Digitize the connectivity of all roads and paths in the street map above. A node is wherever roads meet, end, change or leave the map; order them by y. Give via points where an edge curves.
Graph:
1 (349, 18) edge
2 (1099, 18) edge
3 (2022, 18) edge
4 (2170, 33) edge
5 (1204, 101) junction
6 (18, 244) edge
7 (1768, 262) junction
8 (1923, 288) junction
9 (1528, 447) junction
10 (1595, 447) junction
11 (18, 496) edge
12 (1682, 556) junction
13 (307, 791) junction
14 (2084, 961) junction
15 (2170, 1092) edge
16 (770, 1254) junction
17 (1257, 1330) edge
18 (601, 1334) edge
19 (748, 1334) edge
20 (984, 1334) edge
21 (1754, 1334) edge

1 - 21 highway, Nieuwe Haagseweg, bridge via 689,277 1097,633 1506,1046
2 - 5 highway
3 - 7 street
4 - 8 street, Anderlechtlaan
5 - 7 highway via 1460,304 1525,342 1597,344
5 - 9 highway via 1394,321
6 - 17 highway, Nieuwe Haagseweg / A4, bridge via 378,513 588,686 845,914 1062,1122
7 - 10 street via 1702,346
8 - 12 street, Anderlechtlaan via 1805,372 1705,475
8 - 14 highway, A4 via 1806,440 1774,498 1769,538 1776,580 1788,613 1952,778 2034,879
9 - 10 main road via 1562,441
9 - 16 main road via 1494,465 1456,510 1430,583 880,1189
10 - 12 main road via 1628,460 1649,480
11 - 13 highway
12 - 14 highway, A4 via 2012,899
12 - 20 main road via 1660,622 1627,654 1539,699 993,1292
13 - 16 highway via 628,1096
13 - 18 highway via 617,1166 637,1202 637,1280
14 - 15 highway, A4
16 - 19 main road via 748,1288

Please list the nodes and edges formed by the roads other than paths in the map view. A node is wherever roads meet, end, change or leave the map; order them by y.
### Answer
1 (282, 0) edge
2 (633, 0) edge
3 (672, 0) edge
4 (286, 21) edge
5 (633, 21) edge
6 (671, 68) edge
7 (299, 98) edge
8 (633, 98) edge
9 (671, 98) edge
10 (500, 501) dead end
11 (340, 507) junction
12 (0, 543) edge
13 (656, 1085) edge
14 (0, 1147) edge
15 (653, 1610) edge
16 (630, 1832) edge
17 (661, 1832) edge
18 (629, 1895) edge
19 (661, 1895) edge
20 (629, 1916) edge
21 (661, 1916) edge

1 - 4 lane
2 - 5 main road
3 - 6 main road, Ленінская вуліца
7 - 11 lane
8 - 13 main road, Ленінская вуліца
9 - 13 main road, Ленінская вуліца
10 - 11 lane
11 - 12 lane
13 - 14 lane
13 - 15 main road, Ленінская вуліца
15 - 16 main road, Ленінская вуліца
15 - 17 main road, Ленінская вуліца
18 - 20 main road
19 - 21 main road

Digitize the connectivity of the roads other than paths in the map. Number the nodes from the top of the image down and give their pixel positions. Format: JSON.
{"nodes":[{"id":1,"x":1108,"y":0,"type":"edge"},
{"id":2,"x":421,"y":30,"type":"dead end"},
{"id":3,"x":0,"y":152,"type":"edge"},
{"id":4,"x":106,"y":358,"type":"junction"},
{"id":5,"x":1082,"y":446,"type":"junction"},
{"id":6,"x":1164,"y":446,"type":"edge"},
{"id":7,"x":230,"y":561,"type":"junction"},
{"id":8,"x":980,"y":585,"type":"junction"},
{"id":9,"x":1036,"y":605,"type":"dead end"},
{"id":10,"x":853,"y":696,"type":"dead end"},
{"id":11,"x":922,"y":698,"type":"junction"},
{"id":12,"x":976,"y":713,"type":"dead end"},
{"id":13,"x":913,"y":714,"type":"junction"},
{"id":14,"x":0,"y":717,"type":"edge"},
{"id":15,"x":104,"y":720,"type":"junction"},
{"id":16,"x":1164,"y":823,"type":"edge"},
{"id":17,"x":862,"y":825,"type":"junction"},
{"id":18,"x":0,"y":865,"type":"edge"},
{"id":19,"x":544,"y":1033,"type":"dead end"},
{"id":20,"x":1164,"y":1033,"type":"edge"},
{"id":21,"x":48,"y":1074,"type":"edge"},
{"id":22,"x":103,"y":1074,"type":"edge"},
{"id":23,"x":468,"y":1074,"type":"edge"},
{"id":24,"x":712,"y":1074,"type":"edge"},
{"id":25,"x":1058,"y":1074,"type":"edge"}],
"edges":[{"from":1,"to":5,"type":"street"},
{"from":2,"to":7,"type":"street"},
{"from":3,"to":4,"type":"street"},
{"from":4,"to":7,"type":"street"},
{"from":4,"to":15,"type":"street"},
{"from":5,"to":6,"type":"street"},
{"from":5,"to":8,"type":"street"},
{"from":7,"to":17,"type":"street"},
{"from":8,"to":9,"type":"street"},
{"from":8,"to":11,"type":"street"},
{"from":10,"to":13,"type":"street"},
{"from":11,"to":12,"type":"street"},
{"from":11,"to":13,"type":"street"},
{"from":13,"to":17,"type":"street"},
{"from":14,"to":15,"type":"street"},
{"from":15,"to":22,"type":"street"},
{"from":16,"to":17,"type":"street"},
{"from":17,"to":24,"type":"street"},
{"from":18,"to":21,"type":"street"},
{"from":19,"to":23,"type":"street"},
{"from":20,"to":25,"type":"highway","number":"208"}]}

> [TASK DIRECTIONS]: All entries given above should be transcribed exactly, with none omitted.

> [SOLUTION TO THIS EXERCISE]:
Digitize the connectivity of all roads and paths in the street map above. A node is wherever roads meet, end, change or leave the map; order them by y. Give via points where an edge curves.
Graph:
1 (349, 18) edge
2 (1099, 18) edge
3 (2022, 18) edge
4 (2170, 33) edge
5 (1204, 101) junction
6 (18, 244) edge
7 (1768, 262) junction
8 (1923, 288) junction
9 (1528, 447) junction
10 (1595, 447) junction
11 (18, 496) edge
12 (1682, 556) junction
13 (307, 791) junction
14 (2084, 961) junction
15 (2170, 1092) edge
16 (770, 1254) junction
17 (1257, 1330) edge
18 (601, 1334) edge
19 (748, 1334) edge
20 (984, 1334) edge
21 (1754, 1334) edge

1 - 21 highway, Nieuwe Haagseweg, bridge via 689,277 1097,633 1506,1046
2 - 5 highway
3 - 7 street
4 - 8 street, Anderlechtlaan
5 - 7 highway via 1460,304 1525,342 1597,344
5 - 9 highway via 1394,321
6 - 17 highway, Nieuwe Haagseweg / A4, bridge via 378,513 588,686 845,914 1062,1122
7 - 10 street via 1702,346
8 - 12 street, Anderlechtlaan via 1805,372 1705,475
8 - 14 highway, A4 via 1806,440 1774,498 1769,538 1776,580 1788,613 1952,778 2034,879
9 - 10 main road via 1562,441
9 - 16 main road via 1494,465 1456,510 1430,583 880,1189
10 - 12 main road via 1628,460 1649,480
11 - 13 highway
12 - 14 highway, A4 via 2012,899
12 - 20 main road via 1660,622 1627,654 1539,699 993,1292
13 - 16 highway via 628,1096
13 - 18 highway via 617,1166 637,1202 637,1280
14 - 15 highway, A4
16 - 19 main road via 748,1288

Please list the nodes and edges formed by the roads other than paths in the map view. A node is wherever roads meet, end, change or leave the map; order them by y.
### Answer
1 (282, 0) edge
2 (633, 0) edge
3 (672, 0) edge
4 (286, 21) edge
5 (633, 21) edge
6 (671, 68) edge
7 (299, 98) edge
8 (633, 98) edge
9 (671, 98) edge
10 (500, 501) dead end
11 (340, 507) junction
12 (0, 543) edge
13 (656, 1085) edge
14 (0, 1147) edge
15 (653, 1610) edge
16 (630, 1832) edge
17 (661, 1832) edge
18 (629, 1895) edge
19 (661, 1895) edge
20 (629, 1916) edge
21 (661, 1916) edge

1 - 4 lane
2 - 5 main road
3 - 6 main road, Ленінская вуліца
7 - 11 lane
8 - 13 main road, Ленінская вуліца
9 - 13 main road, Ленінская вуліца
10 - 11 lane
11 - 12 lane
13 - 14 lane
13 - 15 main road, Ленінская вуліца
15 - 16 main road, Ленінская вуліца
15 - 17 main road, Ленінская вуліца
18 - 20 main road
19 - 21 main road

Digitize the connectivity of the roads other than paths in the map. Number the nodes from the top of the image down and give their pixel positions. Format: JSON.
{"nodes":[{"id":1,"x":1108,"y":0,"type":"edge"},
{"id":2,"x":421,"y":30,"type":"dead end"},
{"id":3,"x":0,"y":152,"type":"edge"},
{"id":4,"x":106,"y":358,"type":"junction"},
{"id":5,"x":1082,"y":446,"type":"junction"},
{"id":6,"x":1164,"y":446,"type":"edge"},
{"id":7,"x":230,"y":561,"type":"junction"},
{"id":8,"x":980,"y":585,"type":"junction"},
{"id":9,"x":1036,"y":605,"type":"dead end"},
{"id":10,"x":853,"y":696,"type":"dead end"},
{"id":11,"x":922,"y":698,"type":"junction"},
{"id":12,"x":976,"y":713,"type":"dead end"},
{"id":13,"x":913,"y":714,"type":"junction"},
{"id":14,"x":0,"y":717,"type":"edge"},
{"id":15,"x":104,"y":720,"type":"junction"},
{"id":16,"x":1164,"y":823,"type":"edge"},
{"id":17,"x":862,"y":825,"type":"junction"},
{"id":18,"x":0,"y":865,"type":"edge"},
{"id":19,"x":544,"y":1033,"type":"dead end"},
{"id":20,"x":1164,"y":1033,"type":"edge"},
{"id":21,"x":48,"y":1074,"type":"edge"},
{"id":22,"x":103,"y":1074,"type":"edge"},
{"id":23,"x":468,"y":1074,"type":"edge"},
{"id":24,"x":712,"y":1074,"type":"edge"},
{"id":25,"x":1058,"y":1074,"type":"edge"}],
"edges":[{"from":1,"to":5,"type":"street"},
{"from":2,"to":7,"type":"street"},
{"from":3,"to":4,"type":"street"},
{"from":4,"to":7,"type":"street"},
{"from":4,"to":15,"type":"street"},
{"from":5,"to":6,"type":"street"},
{"from":5,"to":8,"type":"street"},
{"from":7,"to":17,"type":"street"},
{"from":8,"to":9,"type":"street"},
{"from":8,"to":11,"type":"street"},
{"from":10,"to":13,"type":"street"},
{"from":11,"to":12,"type":"street"},
{"from":11,"to":13,"type":"street"},
{"from":13,"to":17,"type":"street"},
{"from":14,"to":15,"type":"street"},
{"from":15,"to":22,"type":"street"},
{"from":16,"to":17,"type":"street"},
{"from":17,"to":24,"type":"street"},
{"from":18,"to":21,"type":"street"},
{"from":19,"to":23,"type":"street"},
{"from":20,"to":25,"type":"highway","number":"208"}]}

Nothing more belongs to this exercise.